### [Goal of the exercise]
An exact reproduction of all the entries is the expected answer.

### [Dataset entries]
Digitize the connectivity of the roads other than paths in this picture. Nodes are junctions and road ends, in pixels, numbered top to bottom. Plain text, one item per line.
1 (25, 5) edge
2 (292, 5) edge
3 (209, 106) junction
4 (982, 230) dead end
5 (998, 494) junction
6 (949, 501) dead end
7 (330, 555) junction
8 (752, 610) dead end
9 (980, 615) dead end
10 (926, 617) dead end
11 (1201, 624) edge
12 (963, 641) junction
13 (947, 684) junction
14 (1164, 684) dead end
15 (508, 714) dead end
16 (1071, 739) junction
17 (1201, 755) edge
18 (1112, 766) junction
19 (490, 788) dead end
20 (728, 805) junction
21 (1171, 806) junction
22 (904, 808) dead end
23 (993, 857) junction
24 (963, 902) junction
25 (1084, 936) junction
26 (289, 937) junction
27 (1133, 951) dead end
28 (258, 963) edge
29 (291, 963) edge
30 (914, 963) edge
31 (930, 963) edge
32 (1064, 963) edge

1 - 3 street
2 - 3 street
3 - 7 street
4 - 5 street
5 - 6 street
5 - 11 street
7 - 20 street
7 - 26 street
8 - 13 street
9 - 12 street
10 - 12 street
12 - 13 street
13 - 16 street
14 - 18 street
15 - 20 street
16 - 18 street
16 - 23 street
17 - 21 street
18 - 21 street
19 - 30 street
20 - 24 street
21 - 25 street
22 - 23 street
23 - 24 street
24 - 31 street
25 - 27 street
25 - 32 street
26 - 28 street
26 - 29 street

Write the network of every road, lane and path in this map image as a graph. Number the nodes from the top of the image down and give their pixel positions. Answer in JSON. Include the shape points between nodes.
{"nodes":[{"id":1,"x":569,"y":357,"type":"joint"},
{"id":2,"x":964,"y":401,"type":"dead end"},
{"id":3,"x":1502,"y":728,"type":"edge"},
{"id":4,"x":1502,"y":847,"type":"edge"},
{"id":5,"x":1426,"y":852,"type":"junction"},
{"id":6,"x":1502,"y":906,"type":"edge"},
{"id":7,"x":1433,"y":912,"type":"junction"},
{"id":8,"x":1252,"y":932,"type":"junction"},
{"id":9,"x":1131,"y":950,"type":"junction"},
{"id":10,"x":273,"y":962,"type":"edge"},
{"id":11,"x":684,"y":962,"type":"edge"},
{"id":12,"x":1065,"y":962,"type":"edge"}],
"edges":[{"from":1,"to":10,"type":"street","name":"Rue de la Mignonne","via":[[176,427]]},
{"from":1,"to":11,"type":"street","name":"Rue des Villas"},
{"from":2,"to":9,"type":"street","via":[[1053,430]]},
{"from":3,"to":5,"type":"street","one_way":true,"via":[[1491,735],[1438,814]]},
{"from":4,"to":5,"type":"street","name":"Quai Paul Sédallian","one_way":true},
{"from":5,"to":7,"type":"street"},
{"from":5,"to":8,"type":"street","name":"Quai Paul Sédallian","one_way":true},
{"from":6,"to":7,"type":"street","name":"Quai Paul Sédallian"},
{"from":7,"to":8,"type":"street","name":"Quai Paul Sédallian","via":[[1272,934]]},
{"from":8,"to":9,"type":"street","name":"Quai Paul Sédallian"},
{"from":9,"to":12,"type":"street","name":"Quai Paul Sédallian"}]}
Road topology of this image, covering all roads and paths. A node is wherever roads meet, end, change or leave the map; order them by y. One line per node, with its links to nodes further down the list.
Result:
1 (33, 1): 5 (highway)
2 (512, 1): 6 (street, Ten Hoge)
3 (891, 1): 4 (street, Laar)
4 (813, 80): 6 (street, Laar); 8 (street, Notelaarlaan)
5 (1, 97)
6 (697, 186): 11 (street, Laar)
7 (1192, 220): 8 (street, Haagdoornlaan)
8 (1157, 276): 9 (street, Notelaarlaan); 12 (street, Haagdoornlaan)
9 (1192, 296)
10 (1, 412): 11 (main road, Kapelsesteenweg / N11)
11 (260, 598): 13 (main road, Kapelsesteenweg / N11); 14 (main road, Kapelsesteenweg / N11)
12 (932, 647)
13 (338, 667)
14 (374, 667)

### [Task response]
Digitize the connectivity of the roads other than paths in this picture. Nodes are junctions and road ends, in pixels, numbered top to bottom. Plain text, one item per line.
1 (25, 5) edge
2 (292, 5) edge
3 (209, 106) junction
4 (982, 230) dead end
5 (998, 494) junction
6 (949, 501) dead end
7 (330, 555) junction
8 (752, 610) dead end
9 (980, 615) dead end
10 (926, 617) dead end
11 (1201, 624) edge
12 (963, 641) junction
13 (947, 684) junction
14 (1164, 684) dead end
15 (508, 714) dead end
16 (1071, 739) junction
17 (1201, 755) edge
18 (1112, 766) junction
19 (490, 788) dead end
20 (728, 805) junction
21 (1171, 806) junction
22 (904, 808) dead end
23 (993, 857) junction
24 (963, 902) junction
25 (1084, 936) junction
26 (289, 937) junction
27 (1133, 951) dead end
28 (258, 963) edge
29 (291, 963) edge
30 (914, 963) edge
31 (930, 963) edge
32 (1064, 963) edge

1 - 3 street
2 - 3 street
3 - 7 street
4 - 5 street
5 - 6 street
5 - 11 street
7 - 20 street
7 - 26 street
8 - 13 street
9 - 12 street
10 - 12 street
12 - 13 street
13 - 16 street
14 - 18 street
15 - 20 street
16 - 18 street
16 - 23 street
17 - 21 street
18 - 21 street
19 - 30 street
20 - 24 street
21 - 25 street
22 - 23 street
23 - 24 street
24 - 31 street
25 - 27 street
25 - 32 street
26 - 28 street
26 - 29 street

Write the network of every road, lane and path in this map image as a graph. Number the nodes from the top of the image down and give their pixel positions. Answer in JSON. Include the shape points between nodes.
{"nodes":[{"id":1,"x":569,"y":357,"type":"joint"},
{"id":2,"x":964,"y":401,"type":"dead end"},
{"id":3,"x":1502,"y":728,"type":"edge"},
{"id":4,"x":1502,"y":847,"type":"edge"},
{"id":5,"x":1426,"y":852,"type":"junction"},
{"id":6,"x":1502,"y":906,"type":"edge"},
{"id":7,"x":1433,"y":912,"type":"junction"},
{"id":8,"x":1252,"y":932,"type":"junction"},
{"id":9,"x":1131,"y":950,"type":"junction"},
{"id":10,"x":273,"y":962,"type":"edge"},
{"id":11,"x":684,"y":962,"type":"edge"},
{"id":12,"x":1065,"y":962,"type":"edge"}],
"edges":[{"from":1,"to":10,"type":"street","name":"Rue de la Mignonne","via":[[176,427]]},
{"from":1,"to":11,"type":"street","name":"Rue des Villas"},
{"from":2,"to":9,"type":"street","via":[[1053,430]]},
{"from":3,"to":5,"type":"street","one_way":true,"via":[[1491,735],[1438,814]]},
{"from":4,"to":5,"type":"street","name":"Quai Paul Sédallian","one_way":true},
{"from":5,"to":7,"type":"street"},
{"from":5,"to":8,"type":"street","name":"Quai Paul Sédallian","one_way":true},
{"from":6,"to":7,"type":"street","name":"Quai Paul Sédallian"},
{"from":7,"to":8,"type":"street","name":"Quai Paul Sédallian","via":[[1272,934]]},
{"from":8,"to":9,"type":"street","name":"Quai Paul Sédallian"},
{"from":9,"to":12,"type":"street","name":"Quai Paul Sédallian"}]}
Road topology of this image, covering all roads and paths. A node is wherever roads meet, end, change or leave the map; order them by y. One line per node, with its links to nodes further down the list.
Result:
1 (33, 1): 5 (highway)
2 (512, 1): 6 (street, Ten Hoge)
3 (891, 1): 4 (street, Laar)
4 (813, 80): 6 (street, Laar); 8 (street, Notelaarlaan)
5 (1, 97)
6 (697, 186): 11 (street, Laar)
7 (1192, 220): 8 (street, Haagdoornlaan)
8 (1157, 276): 9 (street, Notelaarlaan); 12 (street, Haagdoornlaan)
9 (1192, 296)
10 (1, 412): 11 (main road, Kapelsesteenweg / N11)
11 (260, 598): 13 (main road, Kapelsesteenweg / N11); 14 (main road, Kapelsesteenweg / N11)
12 (932, 647)
13 (338, 667)
14 (374, 667)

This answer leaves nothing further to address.